··· PROVIDED INFORMATION ···
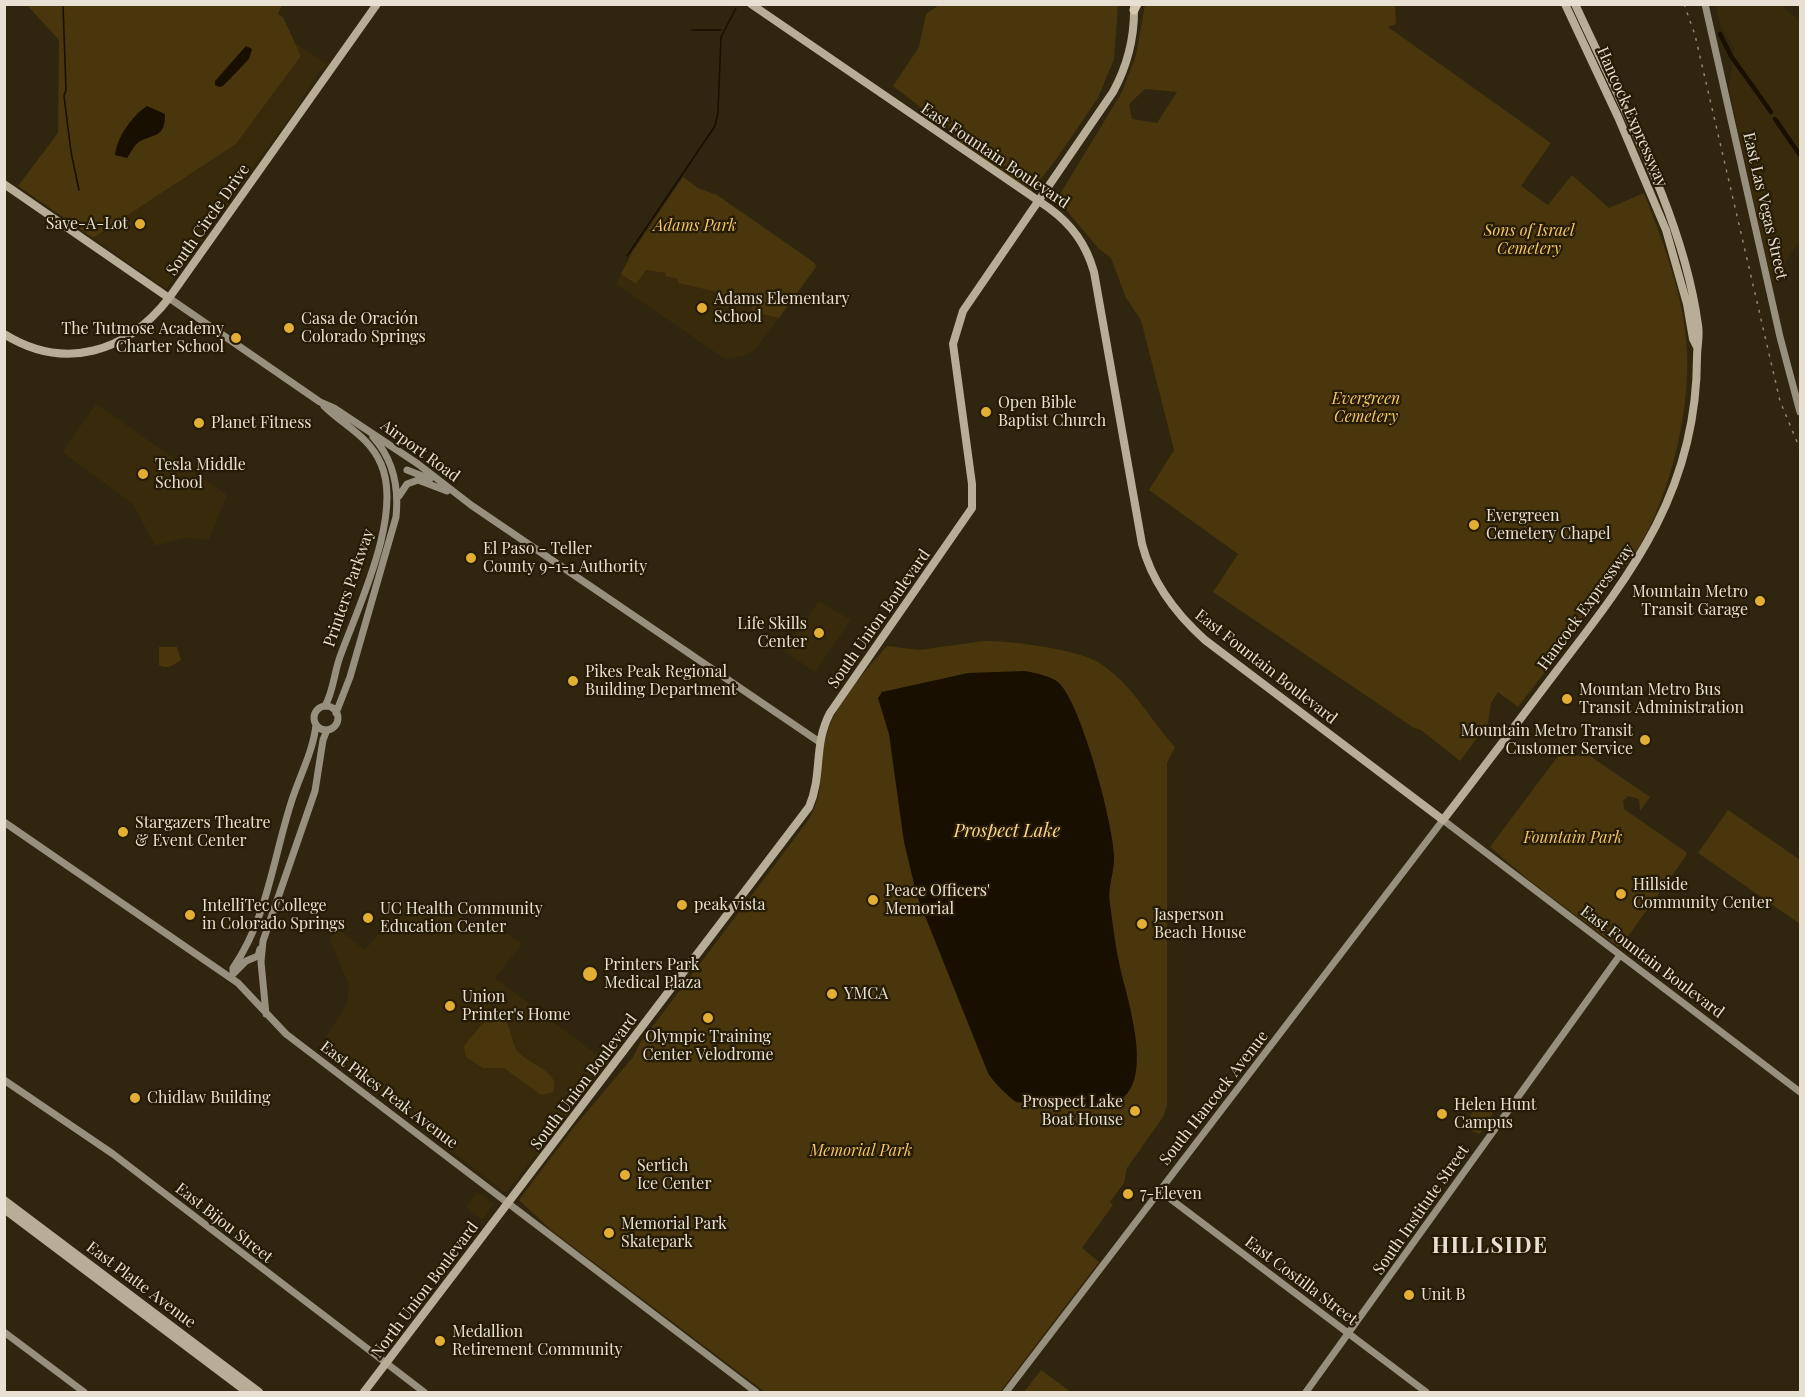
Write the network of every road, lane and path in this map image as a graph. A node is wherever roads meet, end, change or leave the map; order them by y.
1 (377, 4) edge
2 (751, 4) edge
3 (1565, 4) edge
4 (1575, 4) edge
5 (1705, 4) edge
6 (1135, 6) edge
7 (4, 184) edge
8 (1039, 201) junction
9 (169, 298) junction
10 (4, 334) edge
11 (1697, 347) junction
12 (320, 402) junction
13 (1800, 412) edge
14 (365, 428) junction
15 (422, 468) junction
16 (407, 470) junction
17 (389, 475) junction
18 (444, 489) junction
19 (461, 497) junction
20 (398, 498) junction
21 (325, 706) junction
22 (337, 716) junction
23 (315, 722) junction
24 (327, 730) junction
25 (818, 741) junction
26 (1443, 820) junction
27 (4, 822) edge
28 (263, 941) junction
29 (1620, 955) junction
30 (232, 975) junction
31 (266, 1014) junction
32 (4, 1080) edge
33 (1800, 1092) edge
34 (1160, 1191) junction
35 (508, 1203) junction
36 (5, 1206) edge
37 (4, 1332) edge
38 (1349, 1334) junction
39 (386, 1363) junction
40 (84, 1392) edge
41 (247, 1392) edge
42 (260, 1392) edge
43 (364, 1392) edge
44 (424, 1392) edge
45 (756, 1392) edge
46 (1006, 1392) edge
47 (1306, 1392) edge
48 (1426, 1392) edge

1 - 9 main road, South Circle Drive
2 - 8 main road, East Fountain Boulevard
3 - 11 main road, Hancock Expressway
4 - 11 main road, Hancock Expressway
5 - 13 main road, East Las Vegas Street
6 - 8 main road, South Union Boulevard
7 - 9 main road, Airport Road
8 - 25 main road, South Union Boulevard
8 - 26 main road, East Fountain Boulevard
9 - 10 main road, South Circle Drive
9 - 12 main road, Airport Road
11 - 26 main road, Hancock Expressway
12 - 14 main road, Airport Road
12 - 17 main road, Printers Parkway
14 - 15 main road, Airport Road
14 - 17 main road, Printers Parkway
15 - 16 main road
15 - 19 main road, Airport Road
16 - 17 main road
16 - 18 main road
17 - 20 main road, Printers Parkway
17 - 21 main road, Printers Parkway
18 - 19 main road
18 - 20 main road
19 - 25 main road, Airport Road
20 - 22 main road, Printers Parkway
21 - 22 main road
21 - 23 main road
22 - 24 main road
23 - 24 main road
23 - 30 main road
24 - 28 main road
25 - 35 main road, South Union Boulevard
26 - 29 main road, East Fountain Boulevard
26 - 34 main road, South Hancock Avenue
27 - 30 main road, East Pikes Peak Avenue
28 - 30 main road
28 - 31 main road
29 - 33 main road, East Fountain Boulevard
29 - 38 main road, South Institute Street
30 - 31 main road, East Pikes Peak Avenue
31 - 35 main road, East Pikes Peak Avenue
32 - 39 main road, East Bijou Street
34 - 38 main road, East Costilla Street
34 - 46 main road, South Hancock Avenue
35 - 39 main road, North Union Boulevard
35 - 45 main road, East Pikes Peak Avenue
36 - 41 main road, East Platte Avenue
36 - 42 main road, East Platte Avenue
37 - 40 main road
38 - 47 main road, South Institute Street
38 - 48 main road, East Costilla Street
39 - 43 main road, North Union Boulevard
39 - 44 main road, East Bijou Street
···
| WHAT YOU NEED TO DO |
Reproduce each line of the data containing the word "Bijou".

| ANSWER TO THE EXERCISE |
32 - 39 main road, East Bijou Street
39 - 44 main road, East Bijou Street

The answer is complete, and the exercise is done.